Stu Orefice, director of dining services, explains that the as-yet unnamed truck will be used primarily as an outlet at athletic events for what he calls “lower-tier” sports such as lacrosse. The truck will replace a food trailer that had to be hauled back and forth by a pickup truck.

“When [university administrators] were redoing the lacrosse stadium, they were looking at some different options to replace the trailer,” says Orefice, who adds that the athletic department even offered to build Dining Services a concessions stand—but without a hood. “We looked at the costs and realized that for $30,000 to $40,000 more we could get something much more mobile. So we decided to do that and asked the athletic department to just build us storage space at the stadium.”

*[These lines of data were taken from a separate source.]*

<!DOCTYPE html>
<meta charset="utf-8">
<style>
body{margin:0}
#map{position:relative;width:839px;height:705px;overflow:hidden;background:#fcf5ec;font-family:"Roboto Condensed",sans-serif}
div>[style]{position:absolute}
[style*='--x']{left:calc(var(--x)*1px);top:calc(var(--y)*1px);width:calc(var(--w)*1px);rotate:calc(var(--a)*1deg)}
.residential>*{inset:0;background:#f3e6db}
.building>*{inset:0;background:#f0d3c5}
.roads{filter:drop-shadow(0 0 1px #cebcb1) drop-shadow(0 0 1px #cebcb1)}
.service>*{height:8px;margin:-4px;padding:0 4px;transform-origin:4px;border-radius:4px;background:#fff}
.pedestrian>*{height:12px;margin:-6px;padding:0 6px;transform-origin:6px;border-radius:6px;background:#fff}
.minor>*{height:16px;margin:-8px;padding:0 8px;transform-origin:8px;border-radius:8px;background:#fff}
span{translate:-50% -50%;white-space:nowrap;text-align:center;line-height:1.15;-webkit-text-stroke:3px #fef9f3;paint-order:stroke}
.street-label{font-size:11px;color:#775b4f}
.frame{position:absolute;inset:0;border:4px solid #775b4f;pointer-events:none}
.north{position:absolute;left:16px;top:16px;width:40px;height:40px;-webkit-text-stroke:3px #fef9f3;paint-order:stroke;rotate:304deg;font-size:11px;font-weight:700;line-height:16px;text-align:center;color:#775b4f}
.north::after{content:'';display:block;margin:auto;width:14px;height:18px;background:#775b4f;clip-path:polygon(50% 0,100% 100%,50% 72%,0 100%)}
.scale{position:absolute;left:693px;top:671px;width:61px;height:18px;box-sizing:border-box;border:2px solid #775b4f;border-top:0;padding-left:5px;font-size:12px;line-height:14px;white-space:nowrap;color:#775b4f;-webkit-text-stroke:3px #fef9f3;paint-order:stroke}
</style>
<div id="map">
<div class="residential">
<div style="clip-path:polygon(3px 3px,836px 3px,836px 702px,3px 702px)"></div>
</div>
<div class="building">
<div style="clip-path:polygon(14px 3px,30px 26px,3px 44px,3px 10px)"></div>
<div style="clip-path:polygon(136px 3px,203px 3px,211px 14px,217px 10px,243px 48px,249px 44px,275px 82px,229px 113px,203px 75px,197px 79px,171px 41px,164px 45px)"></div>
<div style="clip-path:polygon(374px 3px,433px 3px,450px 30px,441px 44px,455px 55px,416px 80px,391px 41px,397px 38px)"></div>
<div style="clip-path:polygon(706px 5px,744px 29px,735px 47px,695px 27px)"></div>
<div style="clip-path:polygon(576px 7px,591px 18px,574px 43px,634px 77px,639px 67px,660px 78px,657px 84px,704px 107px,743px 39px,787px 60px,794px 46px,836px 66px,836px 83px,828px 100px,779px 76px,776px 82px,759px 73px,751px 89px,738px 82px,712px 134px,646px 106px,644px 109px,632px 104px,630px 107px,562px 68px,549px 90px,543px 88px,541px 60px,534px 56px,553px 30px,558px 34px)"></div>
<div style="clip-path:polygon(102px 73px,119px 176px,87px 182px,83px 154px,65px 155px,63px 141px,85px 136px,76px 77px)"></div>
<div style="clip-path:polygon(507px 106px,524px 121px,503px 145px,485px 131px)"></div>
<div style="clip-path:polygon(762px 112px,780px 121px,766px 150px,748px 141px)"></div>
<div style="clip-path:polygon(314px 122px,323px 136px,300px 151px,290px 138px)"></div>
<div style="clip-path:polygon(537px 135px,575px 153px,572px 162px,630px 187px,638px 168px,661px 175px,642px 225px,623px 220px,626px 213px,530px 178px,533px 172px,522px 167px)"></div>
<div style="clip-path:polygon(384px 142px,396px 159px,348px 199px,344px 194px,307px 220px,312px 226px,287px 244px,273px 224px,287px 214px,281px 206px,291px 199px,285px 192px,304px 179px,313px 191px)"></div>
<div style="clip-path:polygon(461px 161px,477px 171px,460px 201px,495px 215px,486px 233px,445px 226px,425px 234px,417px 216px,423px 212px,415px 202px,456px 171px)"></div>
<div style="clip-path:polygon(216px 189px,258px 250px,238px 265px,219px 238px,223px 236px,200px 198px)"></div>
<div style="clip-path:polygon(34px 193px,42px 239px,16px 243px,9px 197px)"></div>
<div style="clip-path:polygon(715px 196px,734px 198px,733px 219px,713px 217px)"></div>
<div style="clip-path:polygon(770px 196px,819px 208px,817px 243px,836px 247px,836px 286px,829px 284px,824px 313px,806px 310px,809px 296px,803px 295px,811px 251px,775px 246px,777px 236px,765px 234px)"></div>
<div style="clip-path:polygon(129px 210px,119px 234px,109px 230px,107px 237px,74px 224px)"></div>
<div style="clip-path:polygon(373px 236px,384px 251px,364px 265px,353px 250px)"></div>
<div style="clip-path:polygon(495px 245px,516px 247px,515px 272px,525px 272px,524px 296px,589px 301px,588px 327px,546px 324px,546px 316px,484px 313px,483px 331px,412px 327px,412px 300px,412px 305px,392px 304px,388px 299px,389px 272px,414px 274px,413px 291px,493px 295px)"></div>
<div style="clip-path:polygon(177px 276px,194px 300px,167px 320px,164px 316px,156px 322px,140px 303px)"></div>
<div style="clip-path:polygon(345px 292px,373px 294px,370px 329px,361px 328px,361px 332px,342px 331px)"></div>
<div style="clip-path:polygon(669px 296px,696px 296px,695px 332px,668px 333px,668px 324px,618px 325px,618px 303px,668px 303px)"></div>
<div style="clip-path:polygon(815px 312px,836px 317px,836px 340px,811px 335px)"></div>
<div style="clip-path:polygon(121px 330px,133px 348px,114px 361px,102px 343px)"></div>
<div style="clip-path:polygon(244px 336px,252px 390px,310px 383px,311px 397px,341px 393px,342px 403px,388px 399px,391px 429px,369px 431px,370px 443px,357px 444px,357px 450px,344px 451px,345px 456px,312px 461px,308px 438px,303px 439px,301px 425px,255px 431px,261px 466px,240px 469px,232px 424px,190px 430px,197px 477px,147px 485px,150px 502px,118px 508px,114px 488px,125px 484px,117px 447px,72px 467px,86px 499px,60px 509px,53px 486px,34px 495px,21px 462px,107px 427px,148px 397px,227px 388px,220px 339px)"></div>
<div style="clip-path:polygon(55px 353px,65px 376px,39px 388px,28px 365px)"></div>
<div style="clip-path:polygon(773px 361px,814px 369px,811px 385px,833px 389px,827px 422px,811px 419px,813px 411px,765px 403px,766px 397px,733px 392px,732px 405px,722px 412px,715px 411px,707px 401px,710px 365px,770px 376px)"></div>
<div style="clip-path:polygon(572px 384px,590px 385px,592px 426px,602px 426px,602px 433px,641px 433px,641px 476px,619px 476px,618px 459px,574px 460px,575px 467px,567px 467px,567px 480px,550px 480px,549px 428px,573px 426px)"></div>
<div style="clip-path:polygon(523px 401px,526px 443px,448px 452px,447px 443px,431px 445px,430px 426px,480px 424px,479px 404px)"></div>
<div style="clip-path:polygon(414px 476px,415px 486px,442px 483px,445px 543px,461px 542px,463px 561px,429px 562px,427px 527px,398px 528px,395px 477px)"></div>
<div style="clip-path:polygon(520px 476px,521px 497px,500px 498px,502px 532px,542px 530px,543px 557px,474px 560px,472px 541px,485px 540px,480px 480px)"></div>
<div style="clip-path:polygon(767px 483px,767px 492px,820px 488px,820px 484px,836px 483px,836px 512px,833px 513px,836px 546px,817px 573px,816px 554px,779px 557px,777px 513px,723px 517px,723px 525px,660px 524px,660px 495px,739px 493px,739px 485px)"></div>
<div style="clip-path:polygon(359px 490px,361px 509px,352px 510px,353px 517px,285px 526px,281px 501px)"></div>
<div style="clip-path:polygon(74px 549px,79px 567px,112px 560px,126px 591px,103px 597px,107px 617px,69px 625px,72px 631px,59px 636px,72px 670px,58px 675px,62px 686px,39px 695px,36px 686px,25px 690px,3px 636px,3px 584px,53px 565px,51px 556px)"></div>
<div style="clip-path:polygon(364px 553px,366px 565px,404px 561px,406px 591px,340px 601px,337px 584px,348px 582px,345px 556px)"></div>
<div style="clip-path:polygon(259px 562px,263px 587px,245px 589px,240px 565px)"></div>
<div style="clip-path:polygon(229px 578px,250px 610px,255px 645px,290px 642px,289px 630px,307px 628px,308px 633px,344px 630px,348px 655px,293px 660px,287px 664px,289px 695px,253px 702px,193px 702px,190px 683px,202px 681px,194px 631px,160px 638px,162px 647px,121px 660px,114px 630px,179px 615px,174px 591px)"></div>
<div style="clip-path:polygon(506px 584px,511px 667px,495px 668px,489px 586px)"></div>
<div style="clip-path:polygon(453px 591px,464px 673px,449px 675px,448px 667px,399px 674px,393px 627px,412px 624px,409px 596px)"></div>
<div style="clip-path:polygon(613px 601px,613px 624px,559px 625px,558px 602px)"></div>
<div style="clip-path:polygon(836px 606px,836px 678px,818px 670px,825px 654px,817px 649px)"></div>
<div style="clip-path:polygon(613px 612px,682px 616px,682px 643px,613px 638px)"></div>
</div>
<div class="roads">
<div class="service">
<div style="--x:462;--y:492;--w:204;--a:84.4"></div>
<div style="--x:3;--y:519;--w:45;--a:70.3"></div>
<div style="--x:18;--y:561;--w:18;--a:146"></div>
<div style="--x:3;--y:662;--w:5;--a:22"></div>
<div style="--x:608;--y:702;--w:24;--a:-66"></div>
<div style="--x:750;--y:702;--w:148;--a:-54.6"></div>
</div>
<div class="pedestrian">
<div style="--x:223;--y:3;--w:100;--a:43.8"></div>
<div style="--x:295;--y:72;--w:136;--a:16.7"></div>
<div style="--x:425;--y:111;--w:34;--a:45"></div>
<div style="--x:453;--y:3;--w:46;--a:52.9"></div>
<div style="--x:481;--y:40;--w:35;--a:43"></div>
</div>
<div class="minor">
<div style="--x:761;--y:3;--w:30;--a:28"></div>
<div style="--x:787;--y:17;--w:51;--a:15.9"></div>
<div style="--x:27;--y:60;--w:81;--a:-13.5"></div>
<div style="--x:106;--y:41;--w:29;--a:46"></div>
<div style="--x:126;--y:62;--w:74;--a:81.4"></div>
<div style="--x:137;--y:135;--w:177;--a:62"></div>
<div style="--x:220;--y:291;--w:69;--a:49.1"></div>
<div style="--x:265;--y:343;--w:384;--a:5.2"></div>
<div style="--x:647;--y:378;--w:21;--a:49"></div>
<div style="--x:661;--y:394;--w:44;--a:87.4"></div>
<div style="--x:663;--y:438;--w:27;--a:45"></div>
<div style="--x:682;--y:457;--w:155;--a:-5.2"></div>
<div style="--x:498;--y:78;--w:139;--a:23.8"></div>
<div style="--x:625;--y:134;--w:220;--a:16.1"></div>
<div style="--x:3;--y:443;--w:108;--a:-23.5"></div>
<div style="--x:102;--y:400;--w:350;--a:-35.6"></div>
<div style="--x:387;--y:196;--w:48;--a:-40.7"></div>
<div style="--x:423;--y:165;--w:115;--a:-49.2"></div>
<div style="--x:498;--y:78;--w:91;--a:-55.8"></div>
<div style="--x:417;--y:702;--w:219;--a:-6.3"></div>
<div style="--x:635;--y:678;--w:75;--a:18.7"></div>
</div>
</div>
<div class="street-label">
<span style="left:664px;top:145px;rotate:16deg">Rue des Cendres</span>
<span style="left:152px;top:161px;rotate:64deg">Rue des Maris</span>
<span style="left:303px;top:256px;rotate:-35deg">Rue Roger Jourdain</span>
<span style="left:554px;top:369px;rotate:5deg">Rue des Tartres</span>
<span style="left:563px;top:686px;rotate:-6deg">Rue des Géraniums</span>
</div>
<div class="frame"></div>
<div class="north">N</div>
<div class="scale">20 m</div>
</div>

The truck will build its menu from the five options in the Food Gallery at Frist, a retail unit in the Frist Center. “We’ll be doing more carnival-type food and our All-American burgers,” Orefice says. And when it’s not needed for sporting events, the truck will be converted to a mobile kitchen for high-end catered events that are outdoors or in venues without a kitchen.

“We didn’t view this as a big moneymaker but as a solution to a problem,” he explains. “A food truck doesn’t make sense for us because we have a living wage here that is fairly high, so in order to break even we’d have to have high prices and need a lot of foot traffic. But it’s very hard to put a price on being able to have a kitchen at [an outdoor] high-end catered event.”